The new Clore Learning Center was a place to just sit and get my breath after viewing so many breath-taking works of art. Lunch at the new cafe included a beet salad with chia seeds–yum! After a nap at Bailey’s Hotel, I was ready to hear the Proms Concert that night.
On August 2 my friends Anne and Stewart Rennie came to London from their home in Nuneaton and met me at the Royal Academy of Arts. The prolific 18th-century painter Sir Joshua Reynolds (1723-92) was new to me, but here we are standing under his flower-draped statue. Anne showed me the lovely garden where members dine and introduced me to the wide-ranging and innovative Summer Exhibition. It was an overwhelming feast for the eyes. I could feel the kind of intense interest that I often observed at the National Gallery in Washington DC. Many viewers seemed to be considering purchases.
Held without interruption since 1769, the Summer Exhibition displays works in a variety of mediums and genres by emerging and established contemporary artists. The works are selected and hung by Royal Academicians, and entry is open to all artists. In previous years, nearly two thirds of the exhibits were by non-Academicians, £50,000 worth of prizes was awarded and over 5,000 works were sold.
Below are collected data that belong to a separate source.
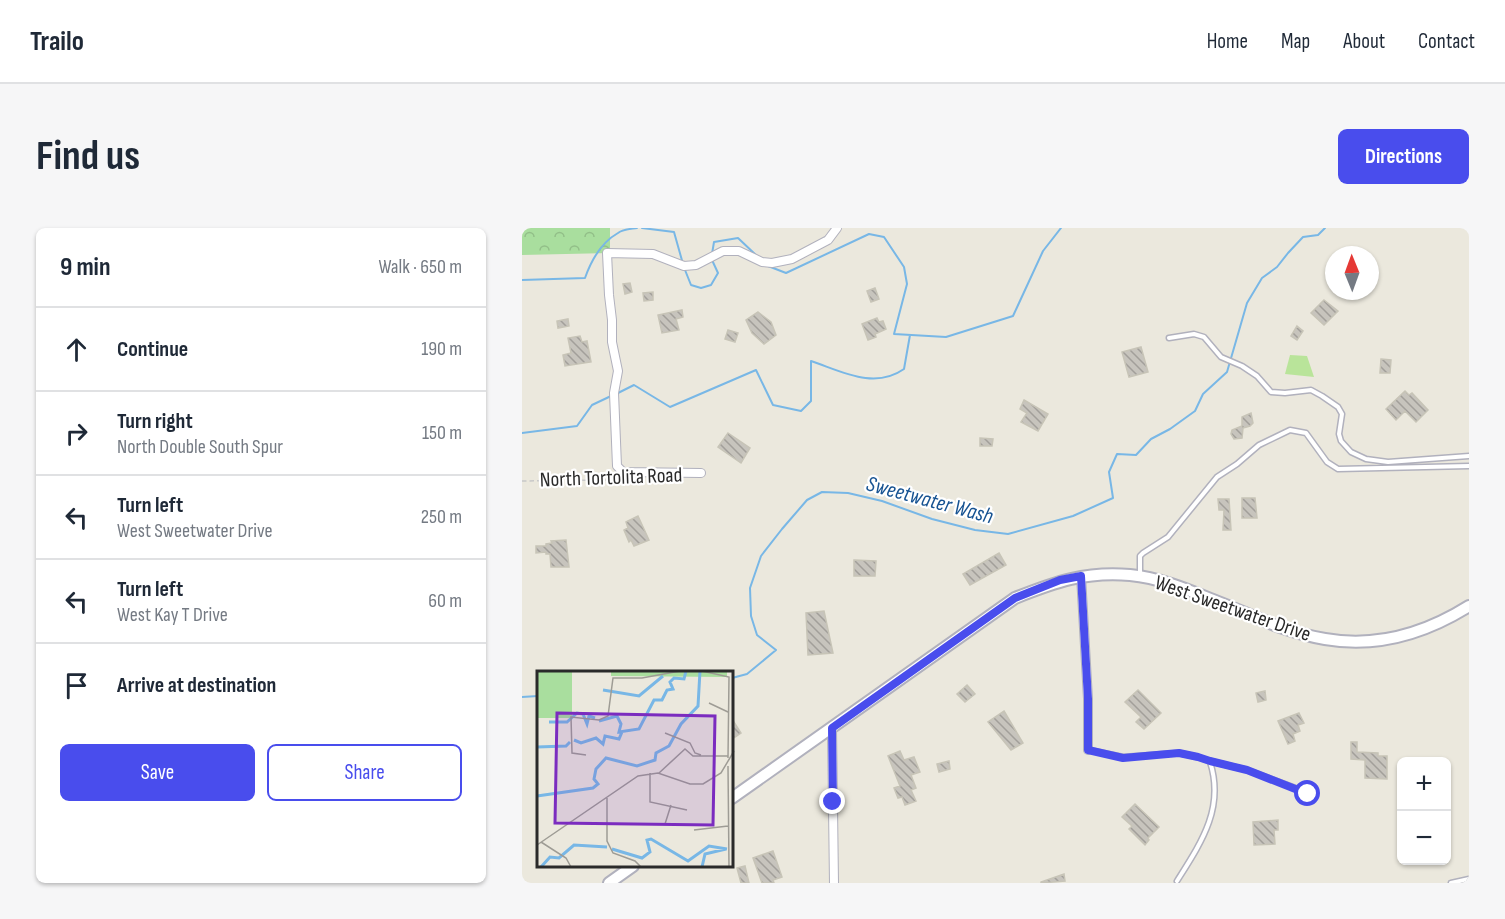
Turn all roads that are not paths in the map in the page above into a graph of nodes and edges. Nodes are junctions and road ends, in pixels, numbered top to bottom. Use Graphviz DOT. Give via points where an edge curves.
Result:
graph roads {
  1 [pos="837,228"];
  2 [pos="1169,339"];
  3 [pos="1469,456"];
  4 [pos="1469,466"];
  5 [pos="701,473"];
  6 [pos="1081,576"];
  7 [pos="1140,577"];
  8 [pos="1469,606"];
  9 [pos="832,728"];
  10 [pos="1088,750"];
  11 [pos="1210,761"];
  12 [pos="1308,794"];
  13 [pos="734,797"];
  14 [pos="632,868"];
  15 [pos="1469,879"];
  16 [pos="1177,881"];
  17 [pos="609,883"];
  18 [pos="834,883"];
  19 [pos="1451,883"];
  1 -- 5 [label="street, North Tortolita Road" via="828,240 792,259 772,263 739,251 723,251 696,266 684,266 653,254 607,252 612,342 618,371 614,393 617,466 623,472"];
  2 -- 3 [label="lane" via="1194,334 1204,337 1221,357 1249,371 1270,392 1311,390 1322,396 1342,414 1341,441 1351,452 1366,459 1388,462"];
  4 -- 7 [label="lane" via="1338,469 1327,462 1306,433 1290,430 1259,445 1217,477 1168,537 1140,556"];
  6 -- 7 [label="street, West Sweetwater Drive"];
  6 -- 9 [label="street, West Sweetwater Drive" via="1015,598"];
  6 -- 10 [label="street"];
  7 -- 8 [label="street, West Sweetwater Drive" via="1167,582 1285,628 1325,639 1364,642 1404,636 1444,622"];
  9 -- 13 [label="street, West Sweetwater Drive"];
  9 -- 18 [label="street"];
  10 -- 11 [label="lane" via="1123,758 1179,753"];
  11 -- 12 [label="lane" via="1247,770"];
  11 -- 16 [label="lane" via="1215,778 1210,822"];
  14 -- 17 [label="street"];
  15 -- 19 [label="lane"];
}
Now in its 248th year, the Summer Exhibition continues showcasing a variety of work in all media, including painting, sculpture, photography, printmaking, architecture and film.
My visit to the National Gallery of Art was brief because of Sunday crowds and a rare sunny day awaiting me outside. I was reassured to find it as magnificent as it had been in 2005, when I was there with other students in my week-long art history class at Oxford. Even the floor tiles were fascinating.
After contemplating the cosmos at Chautauqua in July, I was particularly struck by a painting by Jacopo Tintoretto entitled “The Origin of the Milky Way.” It portrayed a myth I’d missed: Jupiter, seeking immorality for his illegitimate son Hercules, carries him to the breast of his sleeping wife Juno. But she awoke and her milk spurted out to create the Milky Way in the heavens and lilies on earth, rather than making Hercules divine. Charming!